M.A. Lee writes romantic suspense and historical murder mysteries.  Her Hearts in Hazard series is set in the Regency era of Great Britain.  Today her protagonist, Constable Hector Evans, shares with us a letter he wrote to the London Magistrate regarding a case he’s working on. Learn more about M.A. and her books at her website

To Magistrate William Sampson, Bow Street, London
From Constable Hector Evans, Chalmsley Court

I write to report a series of three murders, with the same modus operandi and a curious lack of evidence and witnesses.

My current theory of the murder is that debutantes should snare fiancés, not murder them.

That wasn’t my first theory of the crime when Lord Chalmsley reported the murder of one of his guests.  I expected a shooting disguised as a hunting accident.  But William Kennington, a young man in good health, died in his bed.  Nor was that my first thought when we found another guest with his blood staining the sheets and soaking into the mattress.  Barrington Pierpont died in the same manner as had Kennington.  Now we have found Edmund Tretheway killed in the same manner.  And the little bit of evidence that I do have points to one of the women, either a guest or a member of the family.  The three men have in common that all were recently betrothed, two of them to young ladies associated with Chalmsley Court.  And one of those ladies is Bee Seddars, the woman I love.

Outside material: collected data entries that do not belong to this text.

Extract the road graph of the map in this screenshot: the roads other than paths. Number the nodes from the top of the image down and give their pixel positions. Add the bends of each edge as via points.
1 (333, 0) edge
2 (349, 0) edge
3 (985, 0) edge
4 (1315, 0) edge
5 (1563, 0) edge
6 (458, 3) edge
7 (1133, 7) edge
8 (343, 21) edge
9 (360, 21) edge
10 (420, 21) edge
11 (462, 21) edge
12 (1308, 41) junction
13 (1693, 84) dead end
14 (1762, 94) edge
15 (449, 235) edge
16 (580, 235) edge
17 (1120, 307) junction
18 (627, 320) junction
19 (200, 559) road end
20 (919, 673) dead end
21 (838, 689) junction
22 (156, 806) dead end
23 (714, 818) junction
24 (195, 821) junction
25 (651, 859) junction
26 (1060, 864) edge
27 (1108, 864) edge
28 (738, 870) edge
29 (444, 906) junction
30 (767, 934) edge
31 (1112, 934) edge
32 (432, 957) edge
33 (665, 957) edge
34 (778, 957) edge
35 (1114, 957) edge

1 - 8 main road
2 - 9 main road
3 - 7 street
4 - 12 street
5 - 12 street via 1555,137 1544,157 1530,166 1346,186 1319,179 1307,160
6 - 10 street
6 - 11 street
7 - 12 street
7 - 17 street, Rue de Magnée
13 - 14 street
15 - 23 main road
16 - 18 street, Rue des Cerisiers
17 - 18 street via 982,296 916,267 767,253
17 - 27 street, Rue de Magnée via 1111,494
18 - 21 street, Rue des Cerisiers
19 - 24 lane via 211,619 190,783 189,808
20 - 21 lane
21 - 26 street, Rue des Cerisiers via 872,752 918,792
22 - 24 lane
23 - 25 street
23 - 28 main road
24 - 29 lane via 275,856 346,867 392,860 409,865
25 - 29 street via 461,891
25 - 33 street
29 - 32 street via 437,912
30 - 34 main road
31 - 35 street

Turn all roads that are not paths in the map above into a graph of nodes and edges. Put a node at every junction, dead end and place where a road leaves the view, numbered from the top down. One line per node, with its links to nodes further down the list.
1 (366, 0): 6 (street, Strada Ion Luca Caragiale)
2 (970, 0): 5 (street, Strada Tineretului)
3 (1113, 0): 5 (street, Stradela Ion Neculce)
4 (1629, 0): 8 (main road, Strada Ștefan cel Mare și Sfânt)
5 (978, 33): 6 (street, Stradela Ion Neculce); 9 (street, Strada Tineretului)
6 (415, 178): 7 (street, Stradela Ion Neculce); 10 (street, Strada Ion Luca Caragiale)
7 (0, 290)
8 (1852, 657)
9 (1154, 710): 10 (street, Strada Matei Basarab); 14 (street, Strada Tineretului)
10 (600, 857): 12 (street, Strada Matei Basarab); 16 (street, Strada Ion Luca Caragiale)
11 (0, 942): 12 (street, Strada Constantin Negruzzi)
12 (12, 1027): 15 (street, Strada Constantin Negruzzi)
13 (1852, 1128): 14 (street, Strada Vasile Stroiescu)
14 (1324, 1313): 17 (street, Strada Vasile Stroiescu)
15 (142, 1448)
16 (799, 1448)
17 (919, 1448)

As you know, sir, Chalmsley Court is the typical English manor of a typical English peer.  Lord Chalmsley keeps as tight a finger on the estate as he does on his family.  While the Court does not often host parties, people are eager to visit, and the house has several families as guests in celebration of recent engagements.  The expansive gardens and well-run stables are known throughout the district.  Servants rush to perform the family’s bidding.  The house even has a mad woman in the attic, Mad Aunt Beth as she is known, an aunt of Lady Chalmsley who has lived on the fringes of the family for years.

I know all this because I spent my formative years at the great house.  I can still walk the garden paths with my eyes shut.  I know without thinking the number of minutes needed to walk to the stables and kennels far beyond the kitchen garden.  The house rises above a meandering river.  Every time I see it I remember the hours that I dallied with Beatrice Seddars—until his lordship sent me to London to work with you and your Bow Street Runners, chasing criminals on London’s sooty streets.

When I arrived here at the Court to investigate the murder, I thought I knew all the secrets of the house.  I have discovered that I do not know any of the recent secrets.  Mad Aunt Beth with her riddling snippets of ballads hints at recent troubles.  And Lord Chalmsley doesn’t accept that I can find no murder weapon or no evidence and that I have too many suspects to solve this case quickly.
Sir, I must admit that one of my chief problems with the suspects is that one of them is Bee.  I still love her, and I doubt my objectivity around her.  The third man dead was Bee’s fiancé, and she is a little too cool about his death.  I remind myself that she admitted she did not love him.  I worry that her coolness is because she murdered him.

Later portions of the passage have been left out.